I'd like you to meet Australia's Dumbest Smart Person
No, not me, I am of course talking about Dr Karl Kruszelnicki
He's a bit of a... well as the website says a "Science Guru" & a Legend in the media world often being called upon by the networks to enlighten us uNejimAcaTedS.
He's actually pretty good in the way he can bring mundane Science articles to the mainstream & make them interesting for the "low brows", although sadly he's joined the ranks of the socialists promoting the 21st Century Farting Cows & SUV causing Global warming Scam.
And apparently he has a phenomenal memory for facts & figures, well maybe for science junk.........
"Dr Karl" for me best demonstrates how even the most Brilliant minds can be completely DUPED by the Holohoax, what makes it worse perhaps is that the Dupers, Duping the Dupee were is own Parents!!!
Yup, Mr Critical analysts Mind got Duped into believing a concocted Holohoax sob story by his own folks.
visit this site, however ignore the summarized transcript, as typical of reporting today, it's totally ballsed up!
Better to skip to the Audio clip
Listen to the down loadable mp3 Audio clip
Here : http://www.abc.net.au/reslib/200611/r115455_364656.mp3
Trust me, it's good talks about the "Gas Chambers" & "Elevators" at Sachsenhausen "Extermination Camp" & How his mother survived Auschwitz because doas naSty JerMans wan outta "Killen Gaz"[/url]
Science guru Dr Karl Kruszelnicki
Monday, November 13, 2006
Dr Karl Kruszelnicki is well known for his abounding enthusiasm for science - what's less well known is the details of his incredible life outside his media career as a science guru. Before he became a medical doctor, Dr Karl worked as - amongst other things - a mechanic, a roadie (for people like Bo Diddley and Chuck Berr), a steel worker and a film-maker. In 1995 he took up the position of the Julius Sumner Miller Fellow at Sydney University, spreading the good word about science and its benefits. He' written 20 books about science, in 2003, he was Australia's Father of the Year - but maybe his real claim to fame is that his great-great-aunt single-handedly resuscitated Puccini's Madame Butterfly.

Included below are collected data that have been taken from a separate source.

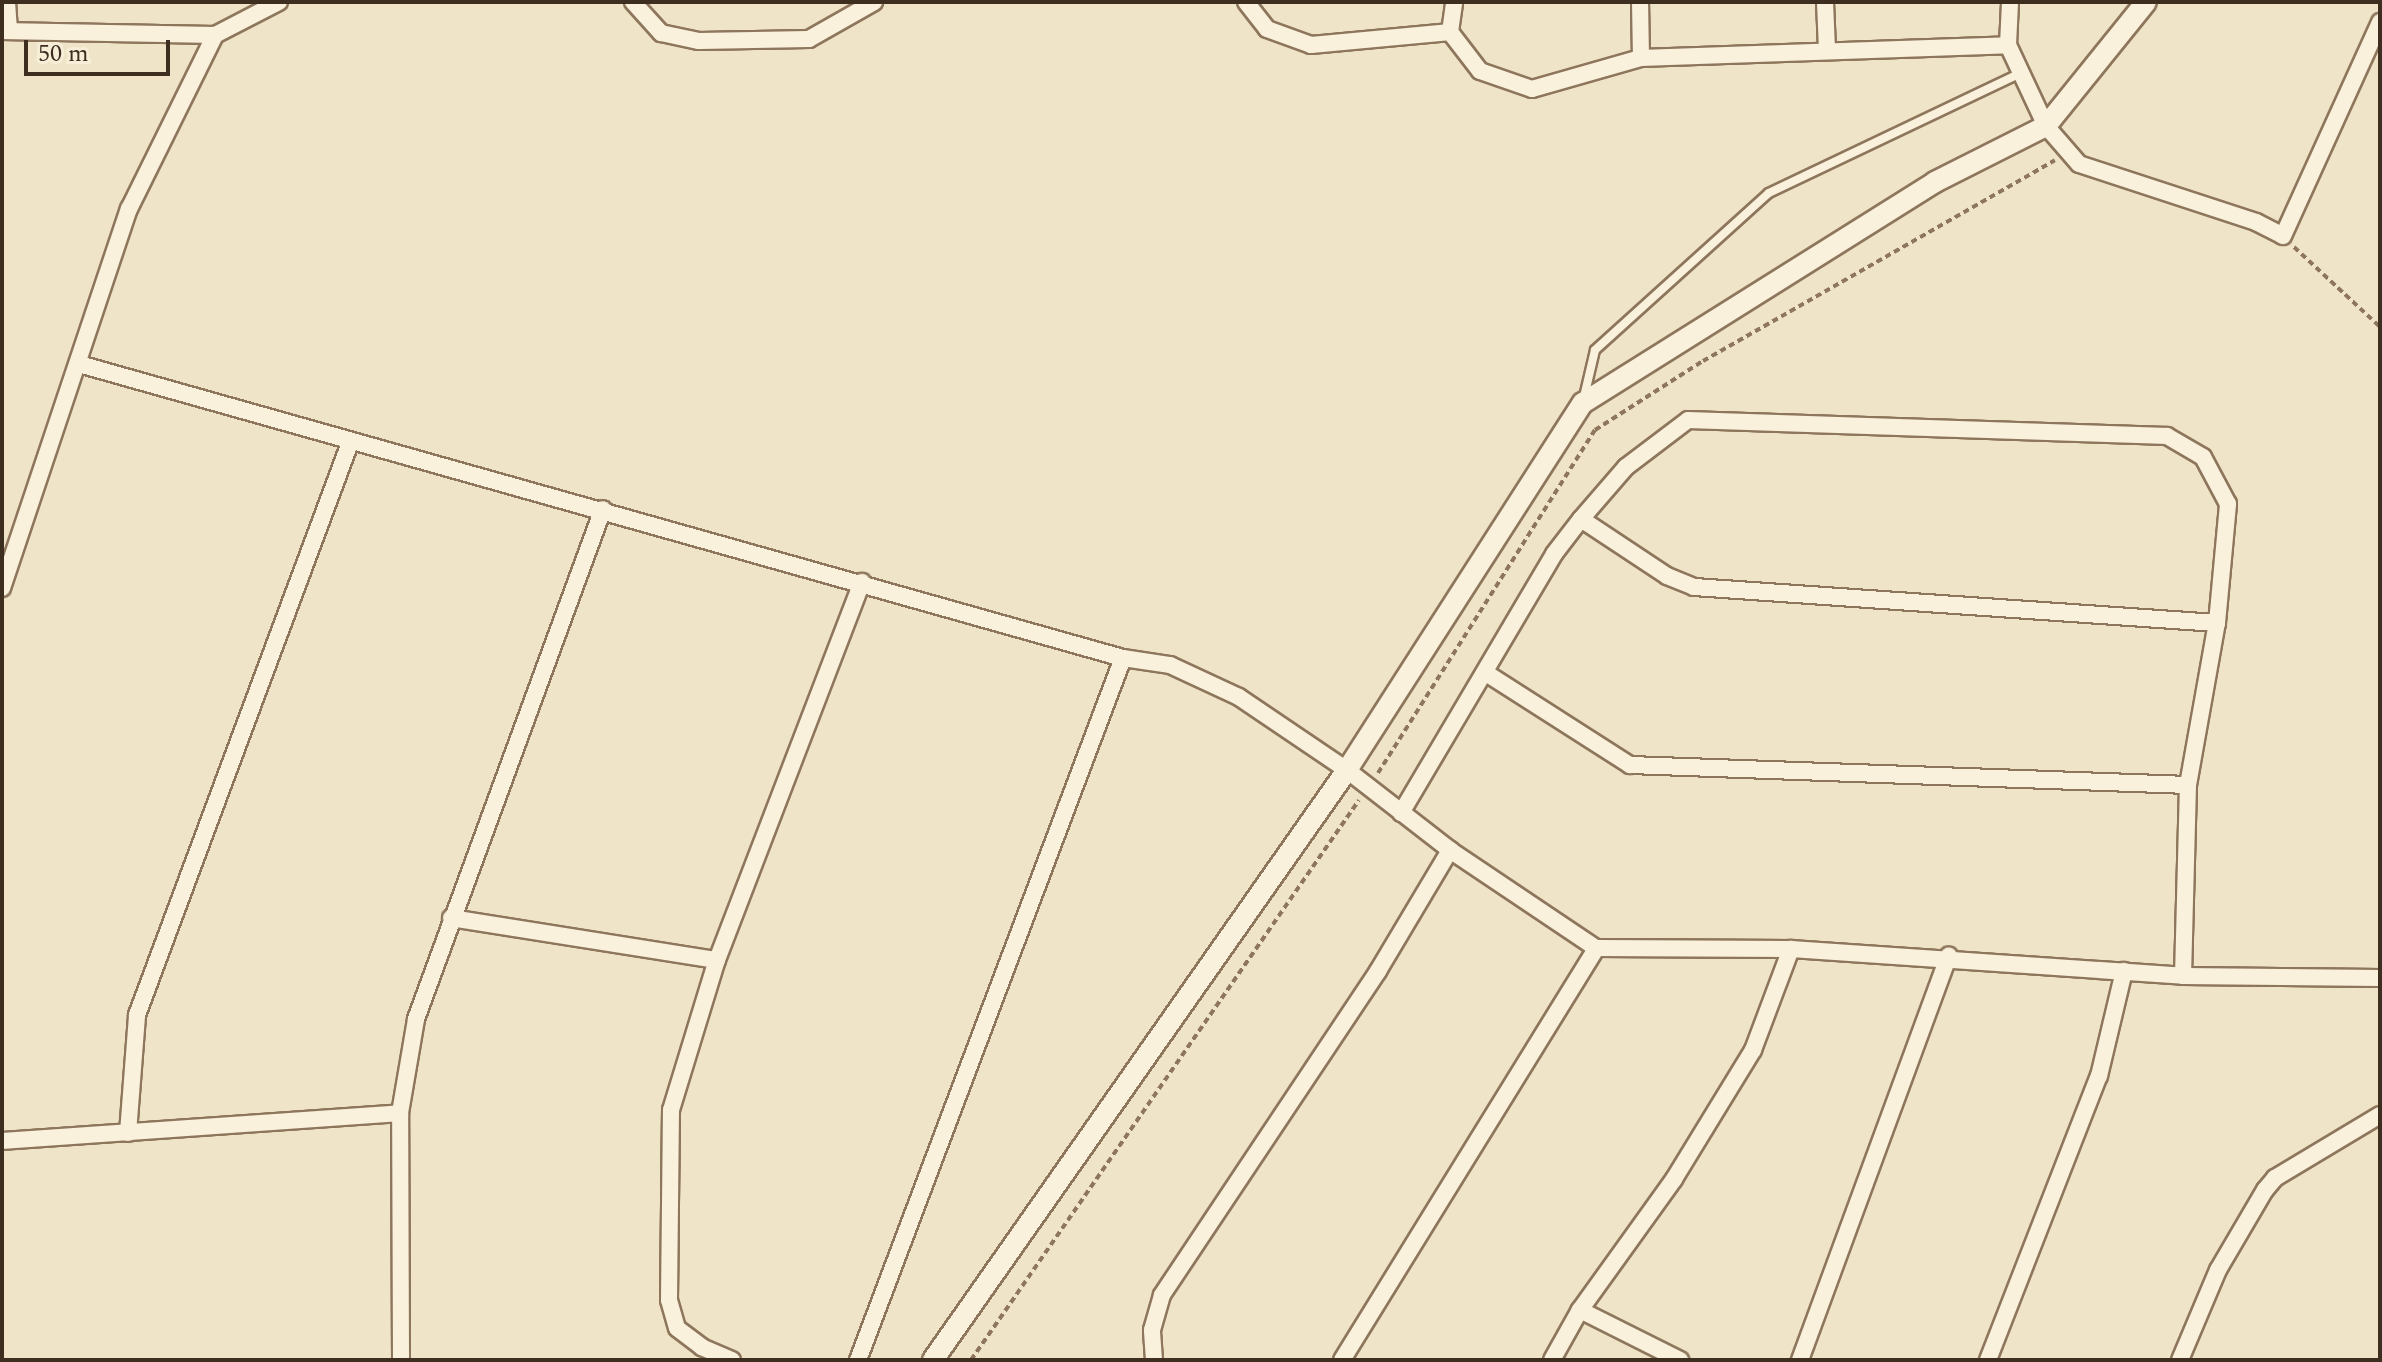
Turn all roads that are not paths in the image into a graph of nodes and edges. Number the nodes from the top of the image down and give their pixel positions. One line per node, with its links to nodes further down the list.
1 (7, 2): 12 (street)
2 (279, 2): 14 (street)
3 (633, 2): 4 (street)
4 (874, 2)
5 (1246, 2): 13 (street)
6 (1454, 2): 13 (street)
7 (1640, 2): 17 (street)
8 (1825, 2): 16 (street)
9 (2010, 2): 15 (street)
10 (2146, 2): 19 (street)
11 (2380, 22): 19 (street)
12 (6, 31): 14 (street)
13 (1450, 32): 17 (street)
14 (215, 35): 20 (street)
15 (2008, 45): 16 (street); 18 (street)
16 (1827, 50): 17 (street)
17 (1641, 58)
18 (2019, 74): 19 (street); 21 (lane)
19 (2046, 126): 21 (street)
20 (79, 364): 22 (street); 25 (street)
21 (1583, 403): 30 (street)
22 (350, 443): 23 (street); 44 (street)
23 (603, 509): 26 (street); 34 (street)
24 (1581, 519): 27 (street); 27 (street); 29 (street)
25 (4, 577)
26 (862, 582): 28 (street); 38 (street)
27 (2217, 623): 31 (street)
28 (1123, 658): 30 (street); 49 (street)
29 (1486, 673): 31 (street); 32 (street)
30 (1347, 770): 32 (street); 50 (street)
31 (2188, 785): 40 (street)
32 (1401, 813): 33 (street)
33 (1450, 850): 35 (street); 51 (street)
34 (451, 918): 38 (street); 42 (street)
35 (1596, 948): 36 (street); 52 (street)
36 (1791, 949): 37 (street); 46 (street)
37 (1949, 956): 39 (street); 55 (street)
38 (717, 960): 48 (street)
39 (2124, 971): 40 (street); 56 (street)
40 (2183, 976): 41 (street)
41 (2380, 978)
42 (400, 1113): 44 (street); 47 (street)
43 (2380, 1115): 57 (street)
44 (128, 1133): 45 (street)
45 (2, 1141)
46 (1580, 1310): 53 (street); 54 (street)
47 (401, 1360)
48 (732, 1360)
49 (858, 1360)
50 (933, 1360)
51 (1154, 1360)
52 (1342, 1360)
53 (1552, 1360)
54 (1680, 1360)
55 (1800, 1360)
56 (1988, 1360)
57 (2180, 1360)

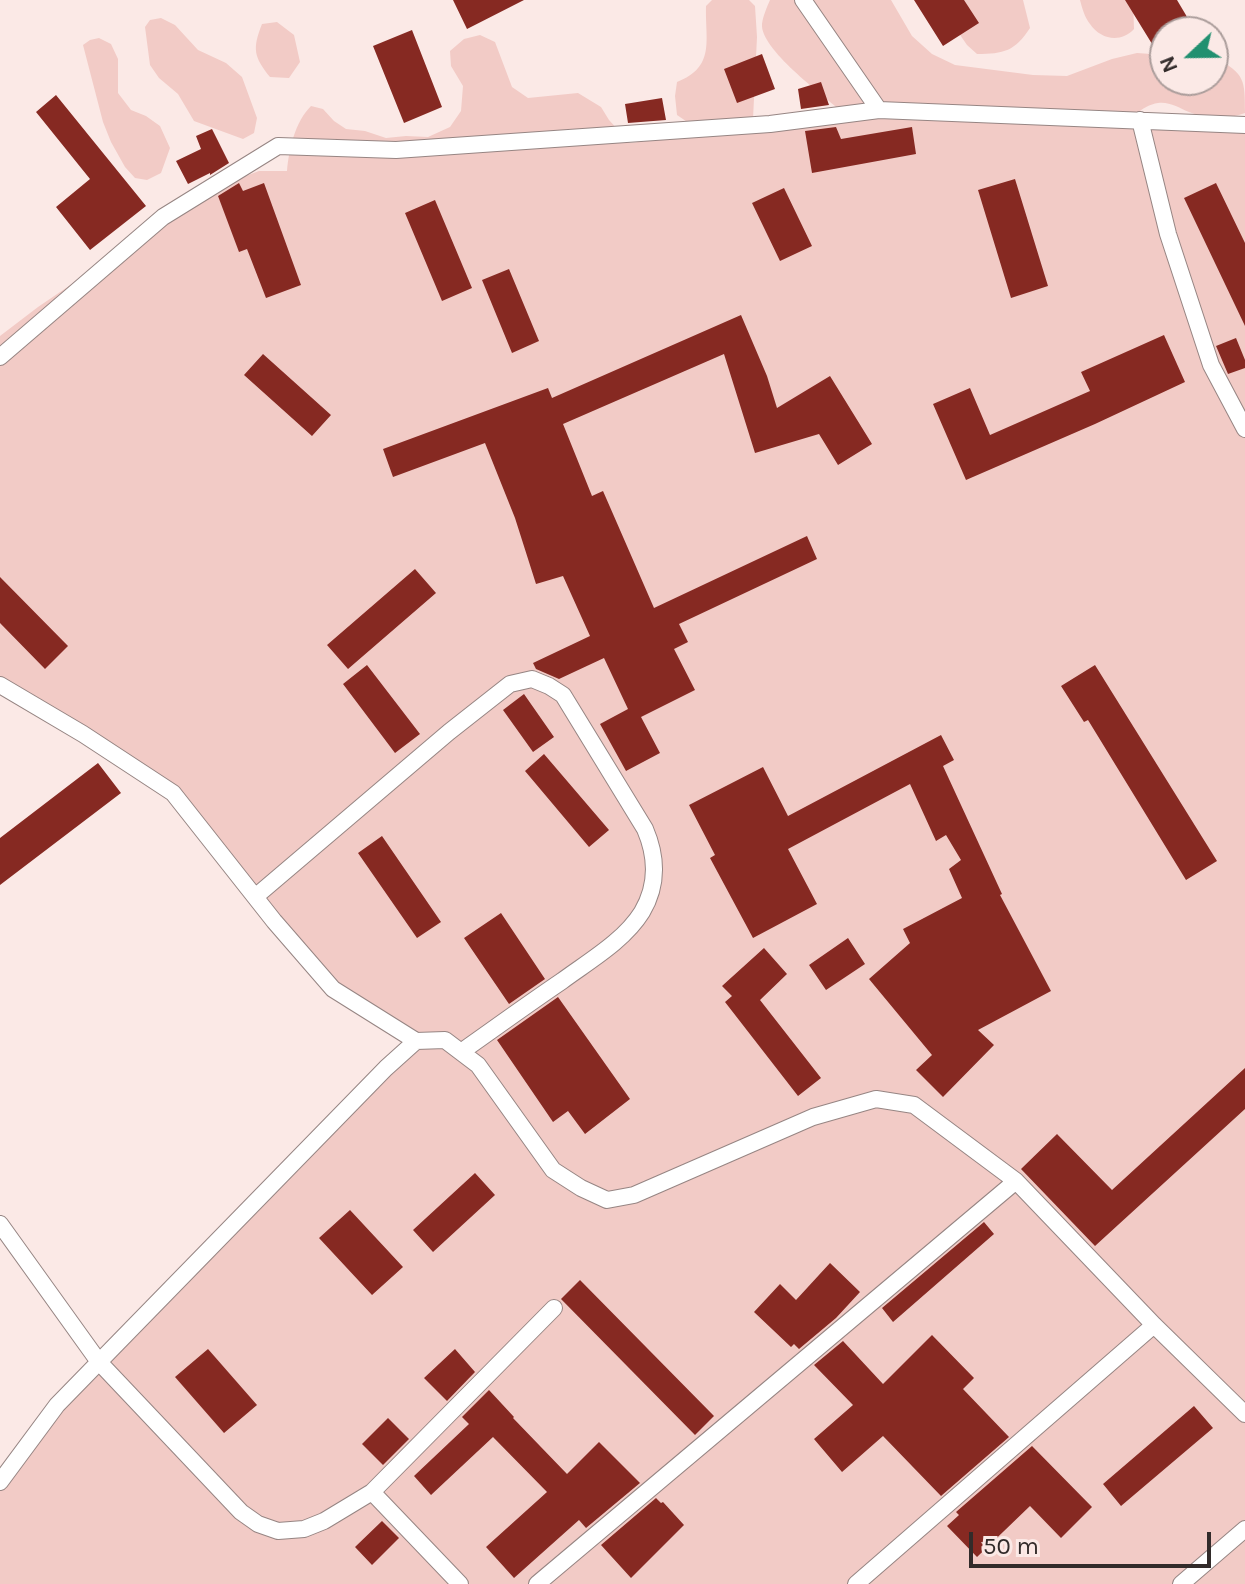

Dr Karl's great-great-aunt was a famous soprano of the time. Puccini did Madame Butterfly. He performed it at La Scala.. It was a flop. He then holed up at an hotel with my aunt...Salomea Kruszelnicka, who was one of the three top sopranos of that time. He re-wrote it for her voice - she then performed it... They couldn't get La Scala, it was just too much of a flop and they wouldn't risk it, so they went to a little theatre and all of the critics were there ready to stab knives into him and it was a great success! Apparently Toscani wanted to crack on to her, but she knocked him back," Dr Karl says gleefully.
Both Dr Karl's parents spent time in concentration camps during the second World War. His father ended up in a concentration camp because he was smuggling Jews out of Poland. "He was involved with fighting Hitler," Dr Karl explains. "[He] retreated into Russia, got picked up by the Russian secret service and thrown into a Russian concentration camp because of bad things he'd said about communism... then when Germany declared war on Russia they bombed the concentration camp and he escaped."
His father had to do terrible things in the camp. "My father, being big and strong, ended up on the dead body patrol. He'd go into the ovens, after the Jews had been gassed to death and pick them up on his shoulders and carry them to a lift where they'd be dumped... They'd go up in the lift, then somebody else would pick them up and burn them."
Dr Karl's mother was in Auschwitz. "She survived only because they ran out of the killer gas... Suddenly the killing stopped, and one or two days later the Nazi guards just vanished."
She kept her terrible history a secret from Dr Karl. "She kept it hidden, because the scarring must be terrible, that it does to people's brains. It makes them different. My father was an optimist though. If you're an optimist, you survive better... My father had the numbers, my mother didn't - I don't know why she didn't... She would never tell until the last years of her life when she began to dement and in her moments of lucidity would tell me these terrible stories. I felt saddened that she couldn't tell me but I could understand why not."
Dr Karl's media career began in 1981, when he started presenting 'Great Moments In Science ' on Double J to pay his way through medical school, but he's been fascinated by science since he was a child. "I remember reading a book as a kid - an astronomy book - and I'm flipping through the pages [thinking] hey, isn't Australia big? Wow! Isn't the earth big? The solar system... I've always had that sense of awe and wonder how scientists are always discovering new stuff."
However, he believes it's important to remember that scientists are fallible - and that's nothing to be ashamed of. "Every scientific journal has a corrections column and every week or month, they'll point out the mistakes they made last month. Do politicians ever say, 'Oh look, by the way, three months ago I made a mistake when I said that?'... Scientists cheerfully admit what mistakes they've made... Making mistakes is no big deal - if you don't make a mistake. you don't make anything."